Dataset excerpts:

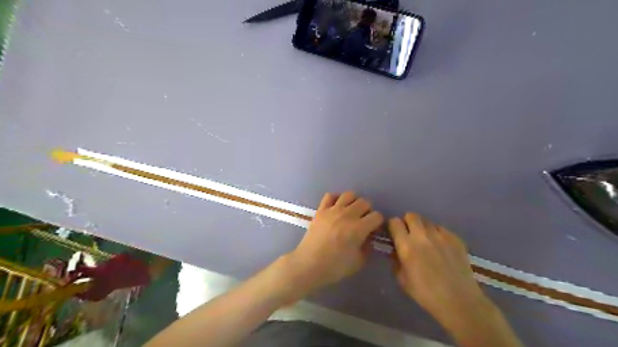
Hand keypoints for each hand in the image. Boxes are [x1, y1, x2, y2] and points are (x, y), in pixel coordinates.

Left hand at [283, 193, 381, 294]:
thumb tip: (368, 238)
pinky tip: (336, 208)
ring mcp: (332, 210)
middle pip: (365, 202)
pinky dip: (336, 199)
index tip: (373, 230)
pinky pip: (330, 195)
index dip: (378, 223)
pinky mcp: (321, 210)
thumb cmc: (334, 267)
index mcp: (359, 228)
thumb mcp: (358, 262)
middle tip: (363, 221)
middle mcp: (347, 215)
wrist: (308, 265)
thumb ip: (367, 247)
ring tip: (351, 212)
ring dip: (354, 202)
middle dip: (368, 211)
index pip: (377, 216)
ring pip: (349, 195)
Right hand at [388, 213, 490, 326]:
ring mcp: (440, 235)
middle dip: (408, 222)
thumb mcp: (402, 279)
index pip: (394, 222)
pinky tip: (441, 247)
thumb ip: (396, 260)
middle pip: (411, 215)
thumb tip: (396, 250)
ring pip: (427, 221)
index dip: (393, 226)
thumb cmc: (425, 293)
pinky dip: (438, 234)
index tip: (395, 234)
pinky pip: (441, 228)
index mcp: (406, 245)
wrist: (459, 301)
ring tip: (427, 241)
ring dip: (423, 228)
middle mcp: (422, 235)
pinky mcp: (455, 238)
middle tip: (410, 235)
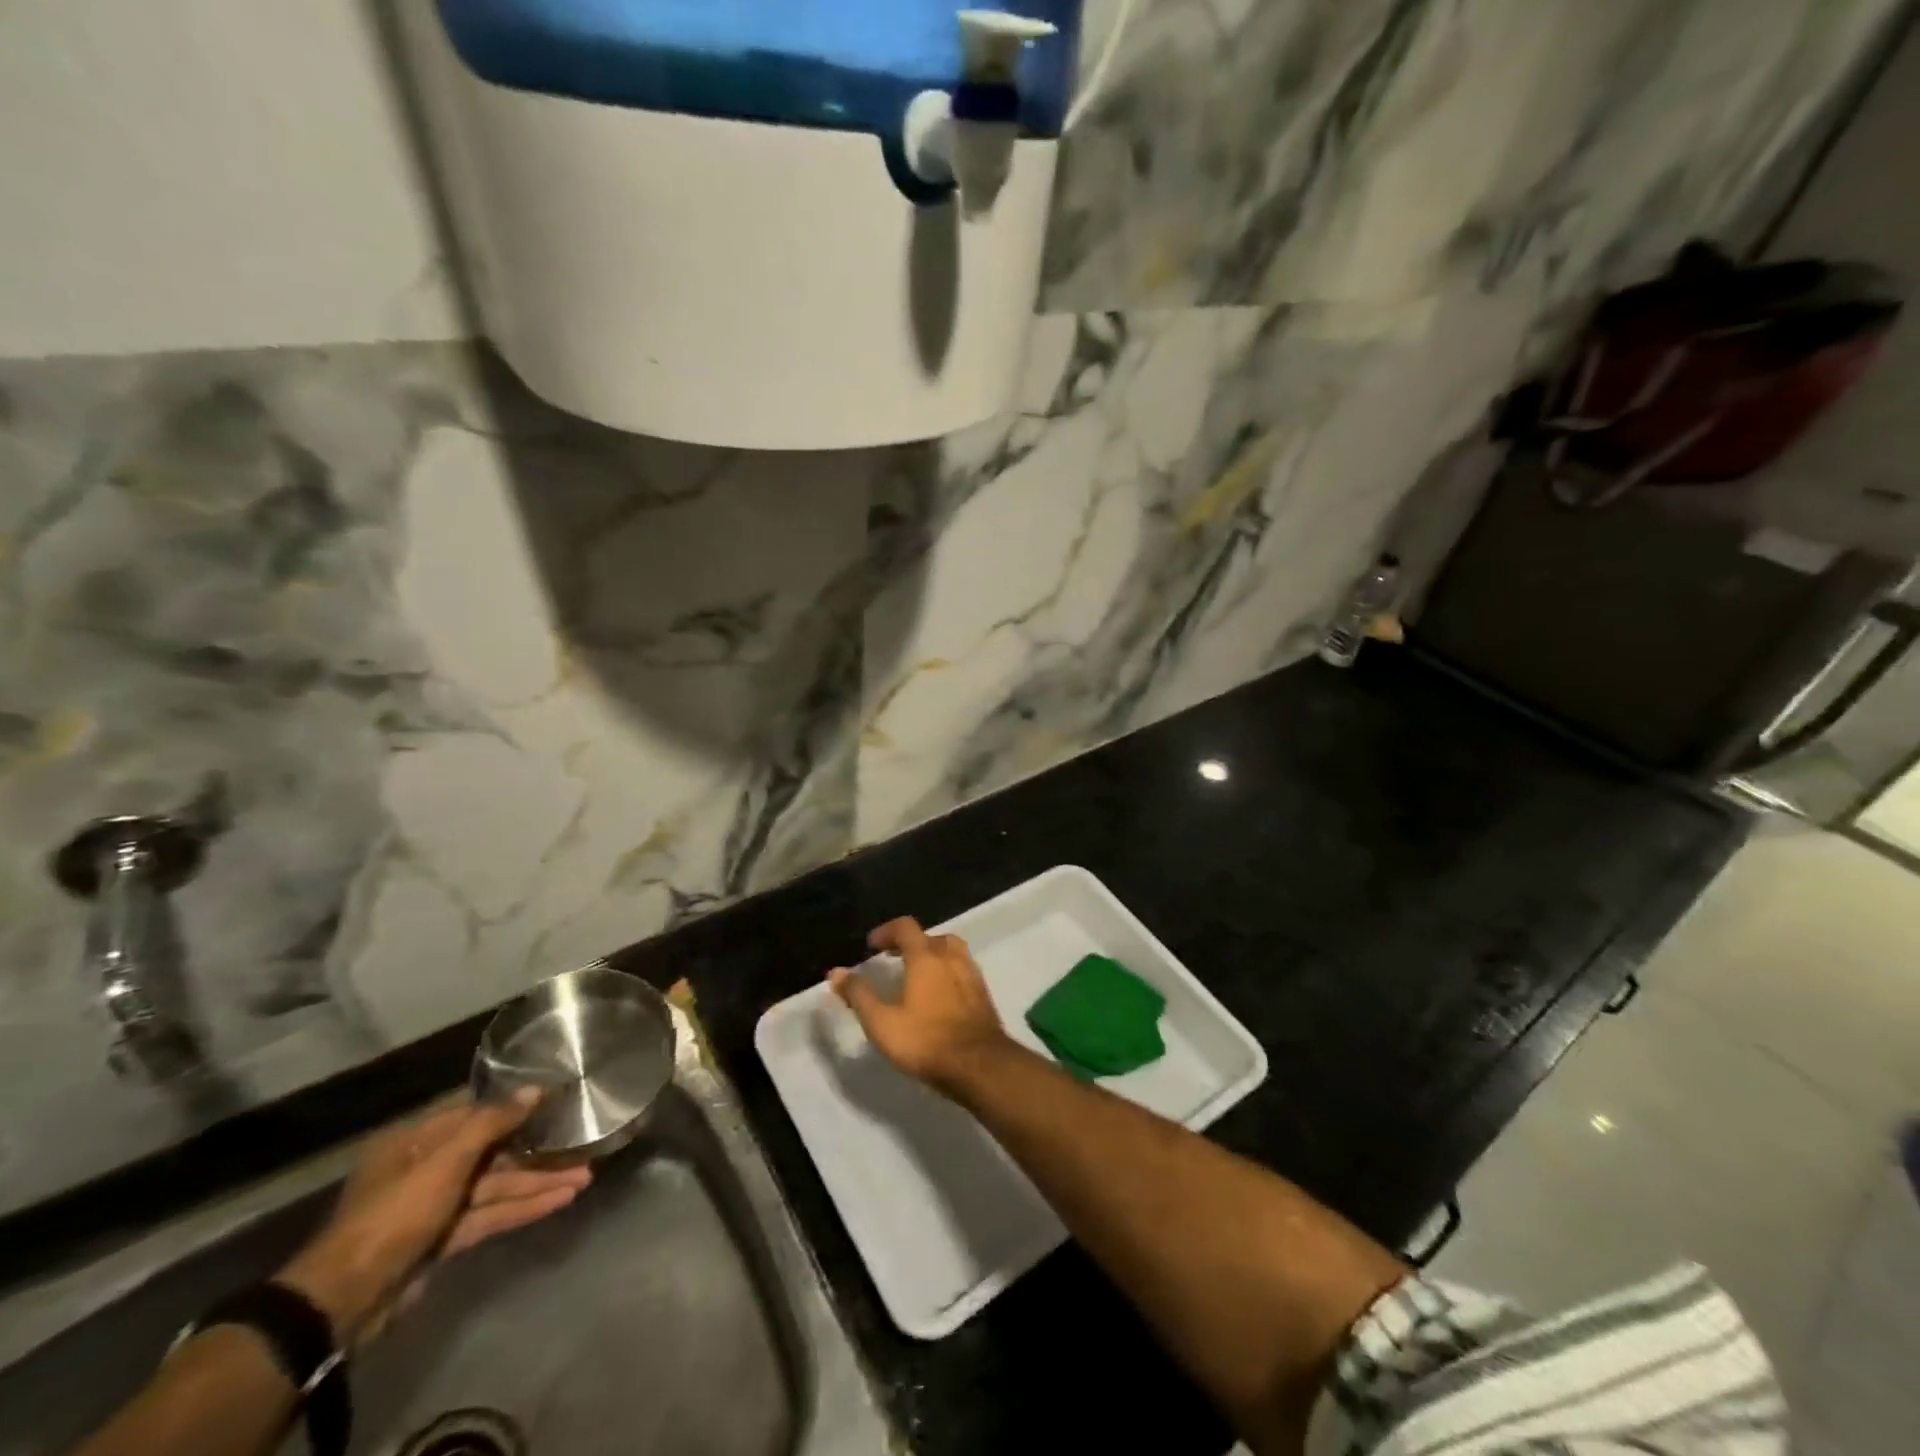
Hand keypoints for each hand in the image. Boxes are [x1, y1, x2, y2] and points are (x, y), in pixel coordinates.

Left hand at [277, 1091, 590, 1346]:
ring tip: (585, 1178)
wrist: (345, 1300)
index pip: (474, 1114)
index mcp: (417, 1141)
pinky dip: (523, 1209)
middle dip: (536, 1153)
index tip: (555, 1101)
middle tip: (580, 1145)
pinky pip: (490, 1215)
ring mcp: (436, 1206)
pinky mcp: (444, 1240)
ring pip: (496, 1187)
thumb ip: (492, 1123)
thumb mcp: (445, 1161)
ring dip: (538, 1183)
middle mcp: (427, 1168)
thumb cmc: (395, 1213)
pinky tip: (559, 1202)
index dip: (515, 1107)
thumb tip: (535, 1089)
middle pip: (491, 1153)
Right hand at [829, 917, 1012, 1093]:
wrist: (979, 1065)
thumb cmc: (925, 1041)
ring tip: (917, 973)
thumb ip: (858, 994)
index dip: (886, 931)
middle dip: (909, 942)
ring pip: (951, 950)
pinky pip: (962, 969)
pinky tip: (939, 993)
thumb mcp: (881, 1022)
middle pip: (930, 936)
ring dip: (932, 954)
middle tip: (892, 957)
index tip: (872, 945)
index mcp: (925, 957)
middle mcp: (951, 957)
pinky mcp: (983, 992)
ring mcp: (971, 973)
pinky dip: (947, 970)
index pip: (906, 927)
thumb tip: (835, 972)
---
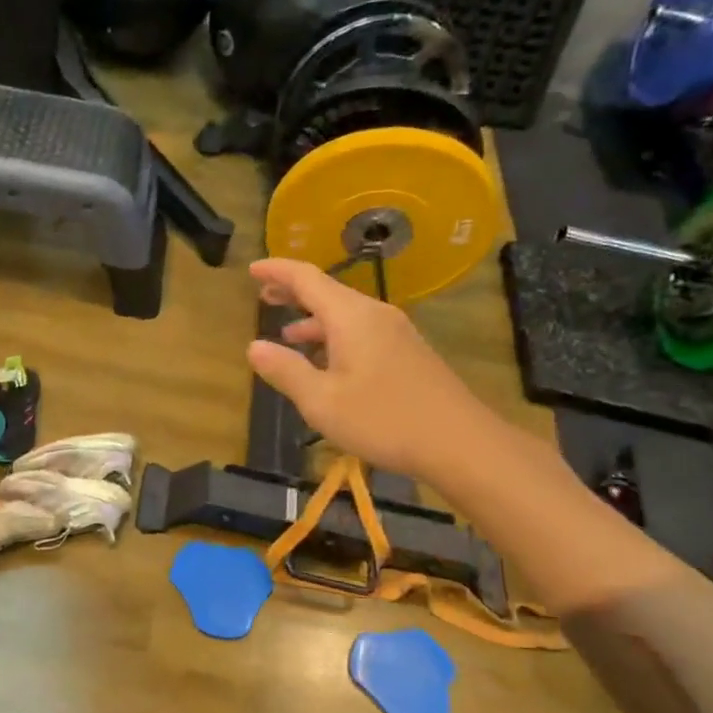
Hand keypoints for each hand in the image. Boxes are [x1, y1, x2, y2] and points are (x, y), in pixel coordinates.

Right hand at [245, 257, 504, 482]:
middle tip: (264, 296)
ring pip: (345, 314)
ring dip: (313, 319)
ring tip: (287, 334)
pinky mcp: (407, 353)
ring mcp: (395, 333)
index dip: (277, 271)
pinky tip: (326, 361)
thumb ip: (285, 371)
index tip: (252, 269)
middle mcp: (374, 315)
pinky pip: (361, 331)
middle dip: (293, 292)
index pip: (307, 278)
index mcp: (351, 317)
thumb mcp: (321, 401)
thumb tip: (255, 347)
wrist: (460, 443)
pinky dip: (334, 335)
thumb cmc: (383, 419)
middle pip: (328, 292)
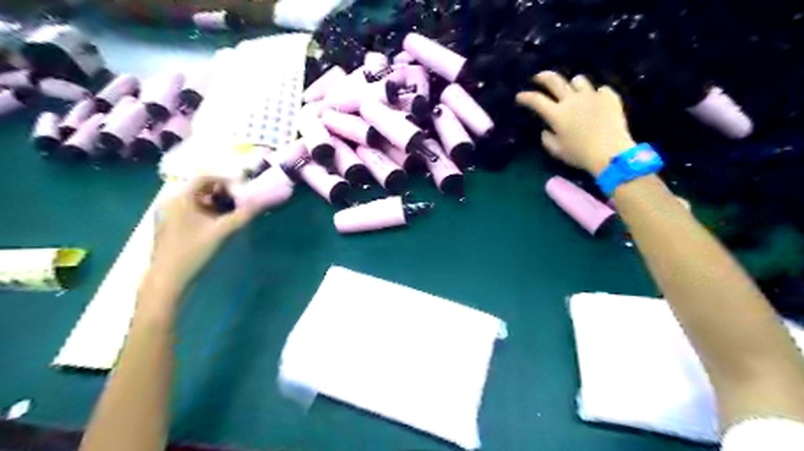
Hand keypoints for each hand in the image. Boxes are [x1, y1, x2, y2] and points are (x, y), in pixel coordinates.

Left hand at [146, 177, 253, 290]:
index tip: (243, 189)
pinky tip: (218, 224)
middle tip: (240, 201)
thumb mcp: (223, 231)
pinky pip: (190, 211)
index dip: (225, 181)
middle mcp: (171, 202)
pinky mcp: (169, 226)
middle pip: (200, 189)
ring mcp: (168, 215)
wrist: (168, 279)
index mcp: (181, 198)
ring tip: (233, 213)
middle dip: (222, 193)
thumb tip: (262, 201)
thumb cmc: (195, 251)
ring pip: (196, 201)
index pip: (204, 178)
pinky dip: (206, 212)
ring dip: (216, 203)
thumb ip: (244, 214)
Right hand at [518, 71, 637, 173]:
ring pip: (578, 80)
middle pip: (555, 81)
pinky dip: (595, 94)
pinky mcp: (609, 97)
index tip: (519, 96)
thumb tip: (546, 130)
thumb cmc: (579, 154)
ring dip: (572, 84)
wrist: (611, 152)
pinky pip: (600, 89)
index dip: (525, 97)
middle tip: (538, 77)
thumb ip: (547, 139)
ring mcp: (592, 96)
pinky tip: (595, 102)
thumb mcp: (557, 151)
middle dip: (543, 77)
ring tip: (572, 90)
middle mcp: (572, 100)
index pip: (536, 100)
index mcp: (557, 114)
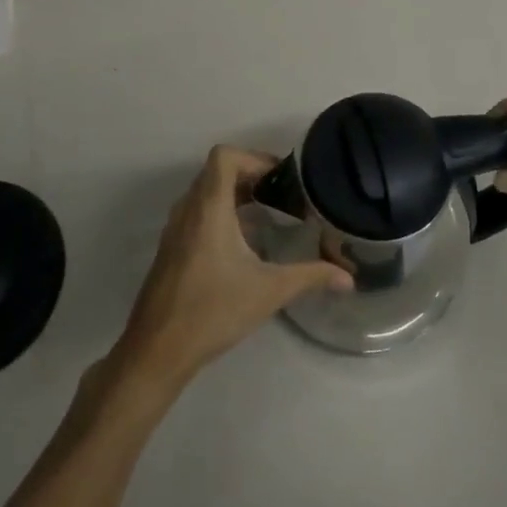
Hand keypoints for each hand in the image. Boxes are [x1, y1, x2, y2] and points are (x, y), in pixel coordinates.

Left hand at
==
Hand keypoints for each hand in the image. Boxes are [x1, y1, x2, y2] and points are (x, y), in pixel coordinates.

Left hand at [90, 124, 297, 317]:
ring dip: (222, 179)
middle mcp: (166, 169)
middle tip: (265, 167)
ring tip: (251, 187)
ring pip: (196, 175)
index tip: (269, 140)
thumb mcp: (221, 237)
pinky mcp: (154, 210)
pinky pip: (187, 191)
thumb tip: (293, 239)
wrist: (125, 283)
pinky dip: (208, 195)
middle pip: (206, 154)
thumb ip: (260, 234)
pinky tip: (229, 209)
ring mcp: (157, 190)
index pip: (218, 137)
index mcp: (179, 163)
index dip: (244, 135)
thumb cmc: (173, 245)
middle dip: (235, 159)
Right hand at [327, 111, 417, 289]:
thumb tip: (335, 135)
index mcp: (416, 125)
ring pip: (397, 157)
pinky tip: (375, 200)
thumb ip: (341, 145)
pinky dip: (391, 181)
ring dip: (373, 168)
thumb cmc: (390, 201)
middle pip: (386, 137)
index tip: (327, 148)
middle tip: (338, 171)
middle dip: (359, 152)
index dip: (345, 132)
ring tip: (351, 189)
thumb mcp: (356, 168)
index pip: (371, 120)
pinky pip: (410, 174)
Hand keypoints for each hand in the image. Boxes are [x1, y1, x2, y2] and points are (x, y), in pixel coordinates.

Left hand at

Assignment:
I would like the exact lines from the data above, starting with the one that holds "middle mcp: (422, 235)" and going on through the one that holds "middle mcp: (951, 957)", without the pictures.

Exercise result:
middle mcp: (422, 235)
pinky mcp: (455, 238)
middle tip: (410, 235)
Hand keypoints for each hand in the image. Boxes are [x1, y1, x2, y2] and points are (x, y), in pixel coordinates.

Left hand at [277, 1091, 590, 1346]:
ring tip: (585, 1178)
wrist: (345, 1300)
index pip: (474, 1114)
index mcp: (417, 1141)
pinky dip: (523, 1209)
middle dip: (536, 1153)
index tip: (555, 1101)
middle tip: (580, 1145)
pinky pip: (490, 1215)
ring mcp: (436, 1206)
pinky mcp: (444, 1240)
ring pip: (496, 1187)
thumb ip: (492, 1123)
thumb mcp: (445, 1161)
ring dip: (538, 1183)
middle mcp: (427, 1168)
thumb cmc: (395, 1213)
pinky tip: (559, 1202)
index dip: (515, 1107)
thumb tip: (535, 1089)
middle pip: (491, 1153)
Right hand at [829, 917, 1012, 1093]:
wrist: (979, 1065)
thumb cmc: (925, 1041)
ring tip: (917, 973)
thumb ip: (858, 994)
index dip: (886, 931)
middle dip: (909, 942)
ring pip: (951, 950)
pinky pip: (962, 969)
pinky tip: (939, 993)
thumb mcp: (881, 1022)
middle pip: (930, 936)
ring dip: (932, 954)
middle tip: (892, 957)
index tip: (872, 945)
index mcp: (925, 957)
middle mcp: (951, 957)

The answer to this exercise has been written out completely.